Collected data entries:
----------------------------------------

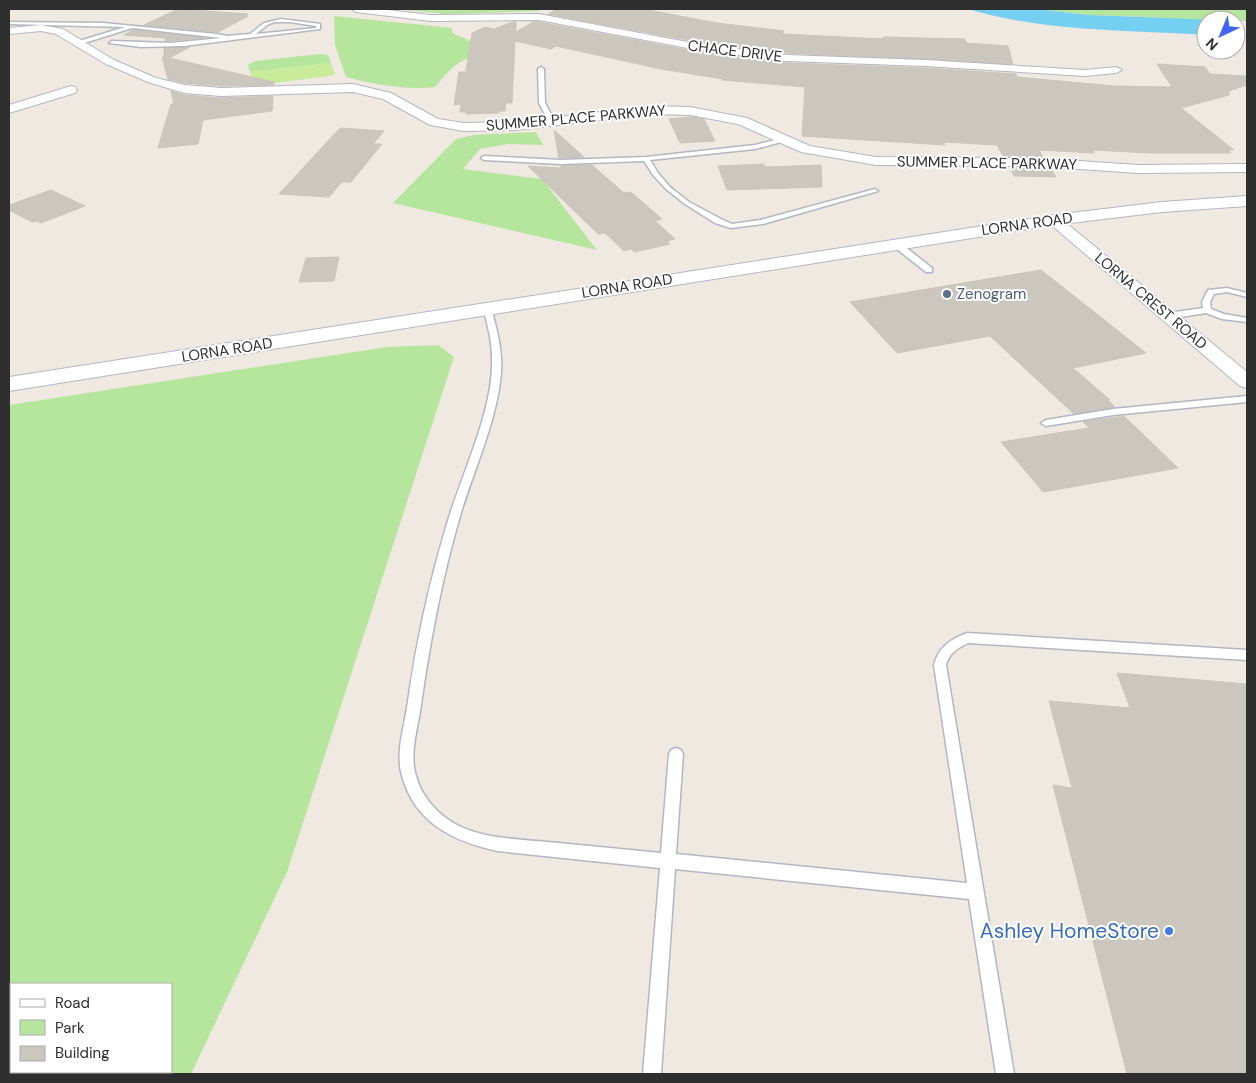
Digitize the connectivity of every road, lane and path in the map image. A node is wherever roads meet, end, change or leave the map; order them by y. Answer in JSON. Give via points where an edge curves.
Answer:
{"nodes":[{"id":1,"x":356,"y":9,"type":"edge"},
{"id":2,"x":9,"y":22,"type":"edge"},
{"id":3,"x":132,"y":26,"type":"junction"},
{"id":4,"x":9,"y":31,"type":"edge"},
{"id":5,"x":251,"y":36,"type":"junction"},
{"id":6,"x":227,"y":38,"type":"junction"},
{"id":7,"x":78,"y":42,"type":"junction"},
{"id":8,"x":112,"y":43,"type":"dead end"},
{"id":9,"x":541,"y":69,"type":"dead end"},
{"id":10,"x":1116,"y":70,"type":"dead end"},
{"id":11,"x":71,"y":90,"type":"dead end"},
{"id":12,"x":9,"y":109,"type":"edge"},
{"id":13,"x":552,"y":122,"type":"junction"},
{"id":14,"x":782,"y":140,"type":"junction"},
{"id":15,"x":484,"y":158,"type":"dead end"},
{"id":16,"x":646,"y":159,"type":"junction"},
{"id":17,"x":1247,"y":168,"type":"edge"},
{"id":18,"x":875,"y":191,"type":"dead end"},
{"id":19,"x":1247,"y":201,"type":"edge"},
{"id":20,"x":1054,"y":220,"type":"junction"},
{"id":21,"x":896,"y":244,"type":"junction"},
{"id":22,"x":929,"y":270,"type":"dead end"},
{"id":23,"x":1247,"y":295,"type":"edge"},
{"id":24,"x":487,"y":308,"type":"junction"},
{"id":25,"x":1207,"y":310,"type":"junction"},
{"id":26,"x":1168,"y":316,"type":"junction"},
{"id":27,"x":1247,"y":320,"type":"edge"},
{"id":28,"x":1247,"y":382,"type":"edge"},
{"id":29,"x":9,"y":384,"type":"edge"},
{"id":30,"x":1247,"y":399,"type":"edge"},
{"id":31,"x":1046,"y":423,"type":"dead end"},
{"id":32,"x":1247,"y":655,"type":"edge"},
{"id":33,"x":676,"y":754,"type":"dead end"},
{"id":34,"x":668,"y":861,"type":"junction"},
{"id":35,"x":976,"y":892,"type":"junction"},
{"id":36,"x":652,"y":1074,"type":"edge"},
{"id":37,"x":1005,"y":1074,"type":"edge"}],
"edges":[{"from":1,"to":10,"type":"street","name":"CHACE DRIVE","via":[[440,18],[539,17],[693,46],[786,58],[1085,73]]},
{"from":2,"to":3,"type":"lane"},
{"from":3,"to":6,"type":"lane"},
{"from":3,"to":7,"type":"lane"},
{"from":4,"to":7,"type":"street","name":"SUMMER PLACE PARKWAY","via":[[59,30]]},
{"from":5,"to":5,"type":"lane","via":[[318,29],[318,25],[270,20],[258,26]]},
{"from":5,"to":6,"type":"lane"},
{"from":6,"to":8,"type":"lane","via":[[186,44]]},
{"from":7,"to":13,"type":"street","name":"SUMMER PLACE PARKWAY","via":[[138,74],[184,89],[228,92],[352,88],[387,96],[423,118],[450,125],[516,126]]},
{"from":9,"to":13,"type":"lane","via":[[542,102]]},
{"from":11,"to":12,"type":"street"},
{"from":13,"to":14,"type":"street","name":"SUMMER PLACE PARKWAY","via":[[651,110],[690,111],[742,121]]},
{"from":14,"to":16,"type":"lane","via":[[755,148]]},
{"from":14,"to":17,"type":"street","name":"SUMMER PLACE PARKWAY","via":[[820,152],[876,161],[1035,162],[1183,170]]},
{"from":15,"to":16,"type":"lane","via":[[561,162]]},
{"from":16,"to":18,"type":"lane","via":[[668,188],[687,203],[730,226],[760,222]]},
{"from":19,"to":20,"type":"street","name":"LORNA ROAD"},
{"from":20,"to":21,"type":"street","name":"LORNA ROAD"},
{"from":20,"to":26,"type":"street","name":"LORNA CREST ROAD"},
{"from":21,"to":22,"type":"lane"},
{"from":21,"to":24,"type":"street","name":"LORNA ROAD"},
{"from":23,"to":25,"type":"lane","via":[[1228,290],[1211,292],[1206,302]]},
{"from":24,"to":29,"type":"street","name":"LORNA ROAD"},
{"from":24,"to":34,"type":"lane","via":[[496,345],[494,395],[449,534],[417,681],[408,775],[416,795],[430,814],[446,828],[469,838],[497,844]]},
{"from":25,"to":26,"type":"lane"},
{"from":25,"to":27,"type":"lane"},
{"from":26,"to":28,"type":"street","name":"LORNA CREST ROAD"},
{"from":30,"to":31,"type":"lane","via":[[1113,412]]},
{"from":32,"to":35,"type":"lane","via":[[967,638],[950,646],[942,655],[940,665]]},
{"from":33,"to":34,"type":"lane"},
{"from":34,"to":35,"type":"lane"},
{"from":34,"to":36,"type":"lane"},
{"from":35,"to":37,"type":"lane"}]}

----------------------------------------

Report the number of lines in the entries above that include the string "PARKWAY". Give nothing but the number.

> Task solution:
4